Scan the records for the string "pixels" and copy every line that holds it.

##### Provided entries

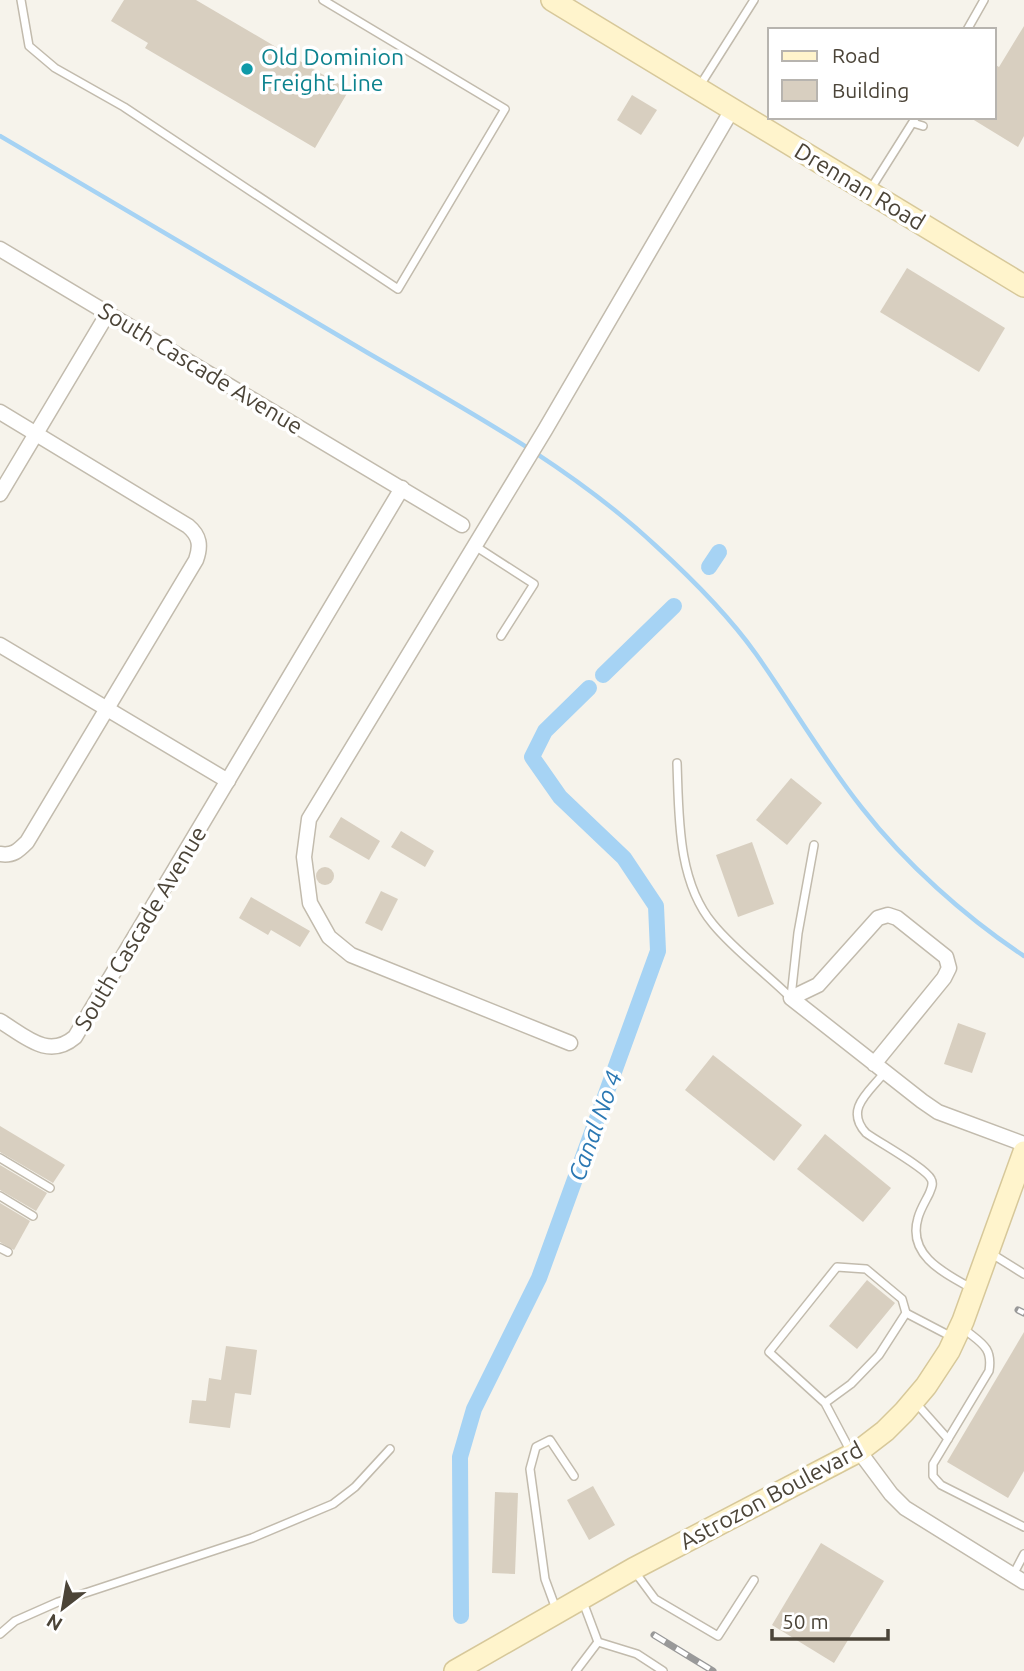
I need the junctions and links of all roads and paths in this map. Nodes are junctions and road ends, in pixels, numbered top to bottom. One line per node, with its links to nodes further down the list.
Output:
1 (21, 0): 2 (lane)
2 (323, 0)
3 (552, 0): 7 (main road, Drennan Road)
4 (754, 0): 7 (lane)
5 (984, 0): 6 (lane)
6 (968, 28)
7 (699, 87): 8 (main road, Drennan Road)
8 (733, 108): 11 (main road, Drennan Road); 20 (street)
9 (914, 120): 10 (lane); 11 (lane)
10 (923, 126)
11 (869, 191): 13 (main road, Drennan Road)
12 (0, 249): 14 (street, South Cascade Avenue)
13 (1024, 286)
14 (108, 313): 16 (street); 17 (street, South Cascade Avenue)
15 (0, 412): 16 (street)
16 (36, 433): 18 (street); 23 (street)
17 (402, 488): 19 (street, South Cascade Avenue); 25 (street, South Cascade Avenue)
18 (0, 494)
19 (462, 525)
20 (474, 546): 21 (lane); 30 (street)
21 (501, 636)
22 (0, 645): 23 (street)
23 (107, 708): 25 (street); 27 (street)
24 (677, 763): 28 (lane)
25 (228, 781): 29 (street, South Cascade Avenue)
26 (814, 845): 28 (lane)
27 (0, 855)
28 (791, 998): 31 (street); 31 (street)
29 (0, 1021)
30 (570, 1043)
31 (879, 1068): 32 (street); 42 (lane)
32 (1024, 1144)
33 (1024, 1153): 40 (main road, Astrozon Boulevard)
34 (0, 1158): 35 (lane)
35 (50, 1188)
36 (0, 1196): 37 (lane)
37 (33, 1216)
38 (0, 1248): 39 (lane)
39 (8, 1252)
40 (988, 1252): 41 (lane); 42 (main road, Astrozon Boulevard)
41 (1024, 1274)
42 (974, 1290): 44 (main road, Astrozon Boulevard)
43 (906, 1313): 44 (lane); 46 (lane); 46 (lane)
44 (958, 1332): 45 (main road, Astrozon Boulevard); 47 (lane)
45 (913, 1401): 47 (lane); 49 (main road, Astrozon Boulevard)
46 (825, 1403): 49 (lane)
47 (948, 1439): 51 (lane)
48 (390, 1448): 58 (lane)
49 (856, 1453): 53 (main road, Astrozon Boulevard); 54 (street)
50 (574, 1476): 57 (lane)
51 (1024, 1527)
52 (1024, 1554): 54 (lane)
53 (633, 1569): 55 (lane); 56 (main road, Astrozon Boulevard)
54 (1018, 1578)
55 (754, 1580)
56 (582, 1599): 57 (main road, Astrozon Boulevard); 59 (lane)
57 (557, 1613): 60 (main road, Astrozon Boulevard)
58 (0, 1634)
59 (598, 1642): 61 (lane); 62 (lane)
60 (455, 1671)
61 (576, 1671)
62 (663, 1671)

##########
##### Provided entries

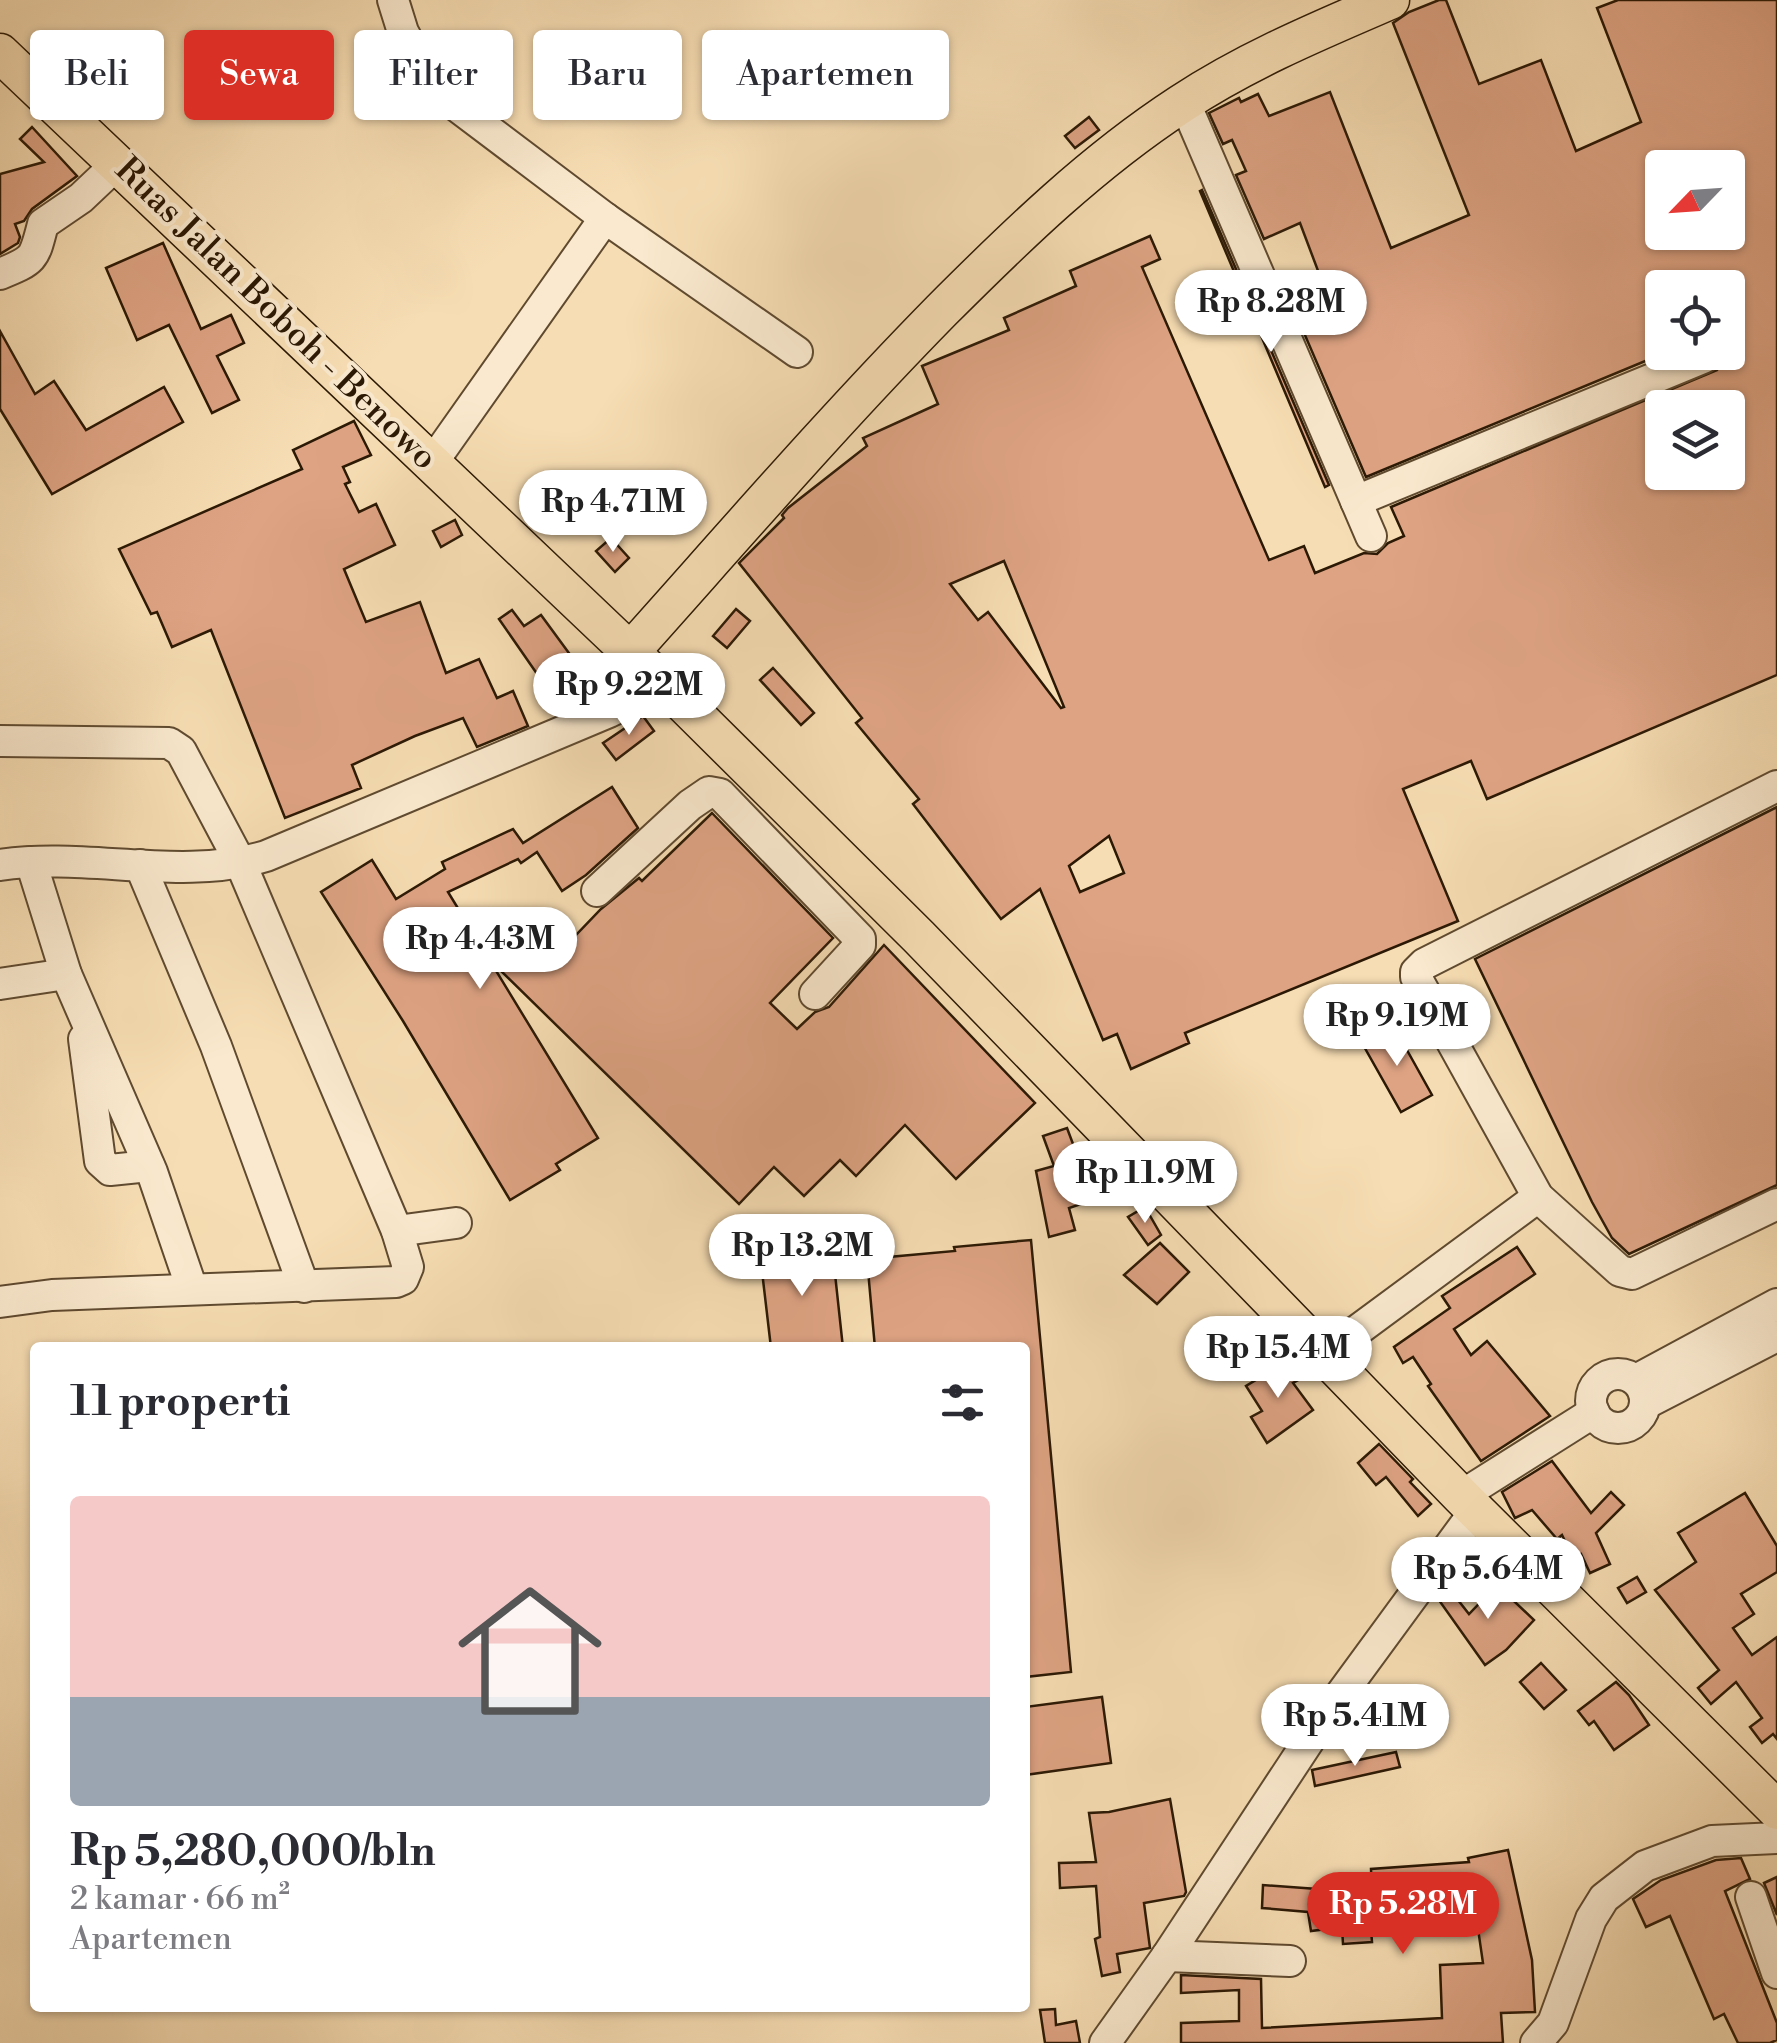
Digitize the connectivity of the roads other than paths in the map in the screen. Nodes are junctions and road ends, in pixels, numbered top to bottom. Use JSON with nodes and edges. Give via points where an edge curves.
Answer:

##########
##### Provided entries

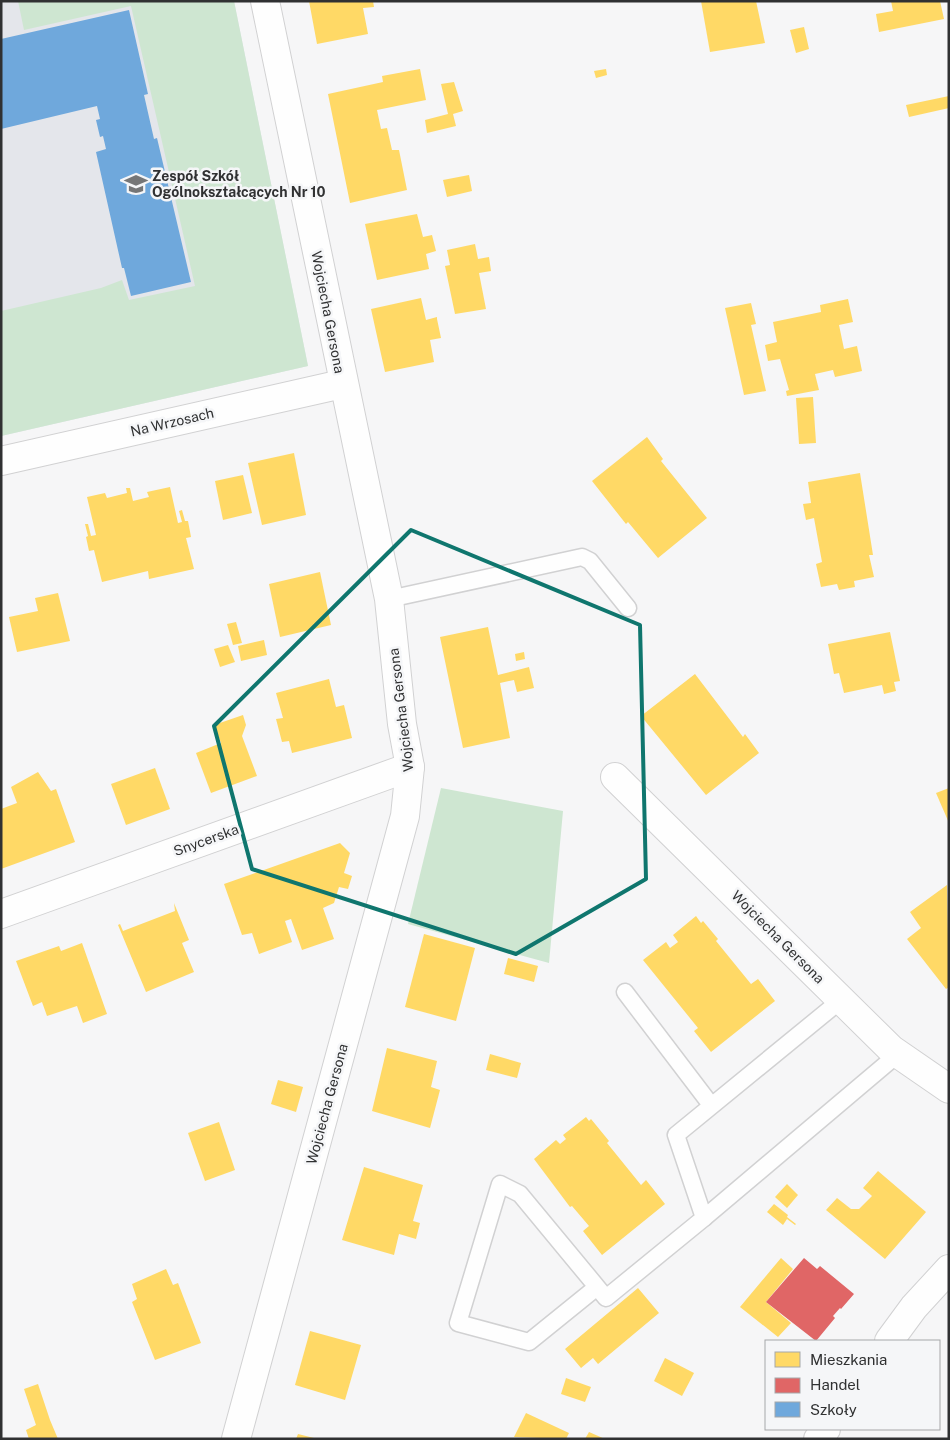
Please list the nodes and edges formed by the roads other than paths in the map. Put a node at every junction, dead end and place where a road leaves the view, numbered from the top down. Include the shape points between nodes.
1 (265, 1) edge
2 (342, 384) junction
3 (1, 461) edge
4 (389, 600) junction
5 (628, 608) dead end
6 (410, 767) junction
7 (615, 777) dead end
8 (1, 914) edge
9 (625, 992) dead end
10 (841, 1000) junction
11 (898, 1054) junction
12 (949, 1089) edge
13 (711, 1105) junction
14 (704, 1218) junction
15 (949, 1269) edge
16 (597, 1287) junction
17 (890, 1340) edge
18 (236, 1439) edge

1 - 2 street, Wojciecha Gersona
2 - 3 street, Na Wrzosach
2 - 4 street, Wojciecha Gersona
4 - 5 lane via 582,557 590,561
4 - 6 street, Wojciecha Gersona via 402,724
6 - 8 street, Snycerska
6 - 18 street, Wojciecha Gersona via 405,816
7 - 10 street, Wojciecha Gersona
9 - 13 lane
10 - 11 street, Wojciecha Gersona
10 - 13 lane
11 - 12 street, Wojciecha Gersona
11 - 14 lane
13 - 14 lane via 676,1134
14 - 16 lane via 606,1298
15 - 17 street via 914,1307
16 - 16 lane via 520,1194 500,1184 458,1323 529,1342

##########

** Completed exercise **
I need the junctions and links of all roads and paths in this map. Nodes are junctions and road ends, in pixels, numbered top to bottom. One line per node, with its links to nodes further down the list.
Digitize the connectivity of the roads other than paths in the map in the screen. Nodes are junctions and road ends, in pixels, numbered top to bottom. Use JSON with nodes and edges. Give via points where an edge curves.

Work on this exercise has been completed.